A Great President
Choose The Next President
WHAT DID ABRAHAM LINCOLN THINK OF GOD,
PRAYER AND HIS COUNTRY?
 
Proclamation Appointing a National Fast Day
Washington, D.C.
March 30, 1863
The Resolution asked President Lincoln to proclaim a national day of prayer and fasting. The
Resolution was adopted on March 3, and signed by Lincoln on March 30, one month before the fast
day was observed.


By the President of the United States of America.
A Proclamation.


Whereas, the Senate of the United States, devoutly recognizing the Supreme Authority and just Government of Almighty God, in all
the affairs of men and of nations, has, by a resolution, requested the President to designate and set apart a day for National prayer
and humiliation.
And whereas it is the duty of nations as well as of men, to own their dependence upon the overruling power of God, to confess
their sins and transgressions, in humble sorrow, yet with assured hope that genuine repentance will lead to mercy and pardon;
and
to recognize the sublime truth, announced in the Holy Scriptures and proven by all history, that those nations only are
blessed whose God is the Lord.
And, insomuch as we know that, by His divine law, nations like individuals are subjected to punishments and chastisements in this
world, may we not justly fear that the awful calamity of civil war, which now desolates the land, may be but a punishment, inflicted
upon us, for our presumptuous sins, to the needful end of our national reformation as a whole People?
We have been the
recipients of the choicest bounties of Heaven. We have been preserved, these many years, in peace and prosperity. We
have grown in numbers, wealth and power, as no other nation has ever grown. But we have forgotten God. We have
forgotten the gracious hand which preserved us in peace, and multiplied and enriched and strengthened us; and we have
vainly imagined, in the deceitfulness of our hearts, that all these blessings were produced by some superior wisdom and
virtue of our own. Intoxicated with unbroken success, we have become too self-sufficient to feel the necessity of
redeeming and preserving grace, too proud to pray to the God that made us!
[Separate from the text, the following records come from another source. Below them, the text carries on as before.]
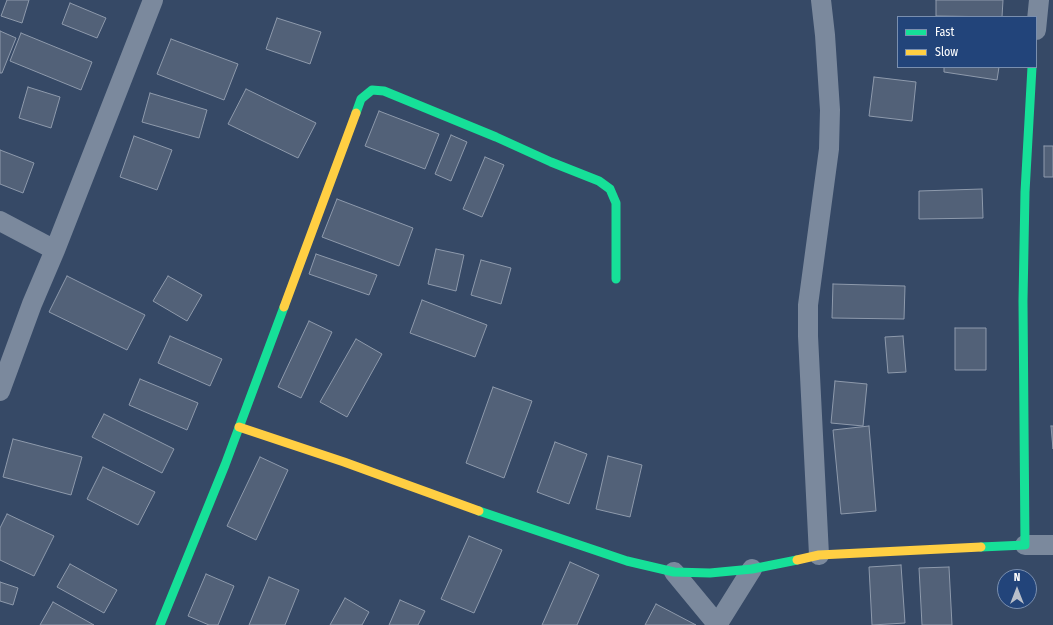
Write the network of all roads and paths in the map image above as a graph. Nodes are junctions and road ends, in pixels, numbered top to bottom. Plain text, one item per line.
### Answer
1 (153, 0) edge
2 (821, 0) edge
3 (1039, 0) edge
4 (1037, 20) edge
5 (1032, 68) edge
6 (0, 221) edge
7 (55, 250) junction
8 (616, 279) dead end
9 (0, 391) edge
10 (239, 427) junction
11 (1053, 544) edge
12 (1025, 545) junction
13 (819, 555) junction
14 (752, 569) junction
15 (674, 572) junction
16 (717, 624) edge
17 (160, 625) edge

1 - 7 street
2 - 13 street
3 - 4 street
5 - 12 street
6 - 7 street
7 - 9 street
8 - 10 street
10 - 15 street
10 - 17 street
11 - 12 street
12 - 13 street
13 - 14 street
14 - 15 street
14 - 16 street
15 - 16 street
It behooves us then, to humble ourselves before the offended Power, to confess our national sins, and to pray for clemency and
forgiveness.
Now, therefore, in compliance with the request, and fully concurring in the views of the Senate, I do, by this my
proclamation, designate and set apart Thursday, the 30th. day of April, 1863, as a day of national humiliation, fasting and
prayer
. And I do hereby request all the People to abstain, on that day, from their ordinary secular pursuits, and to unite, at their
several places of public worship and their respective homes, in keeping the day holy to the Lord, and devoted to the humble
discharge of the religious duties proper to that solemn occasion.
All this being done, in sincerity and truth, let us then rest humbly in the hope authorized by the Divine teachings, that the united cry
of the Nation will be heard on high, and answered with blessings, no less than the pardon of our national sins, and the restoration of
our now divided and suffering Country, to its former happy condition of unity and peace.
In witness whereof, I have hereunto set my hand and caused the seal of the United States to be affixed.
Done at the City of Washington, this thirtieth day of March, in the year of our Lord one thousand eight hundred and sixty-three, and
of the Independence of the United States the eighty seventh.
By the President: Abraham Lincoln
William H. Seward, Secretary of State.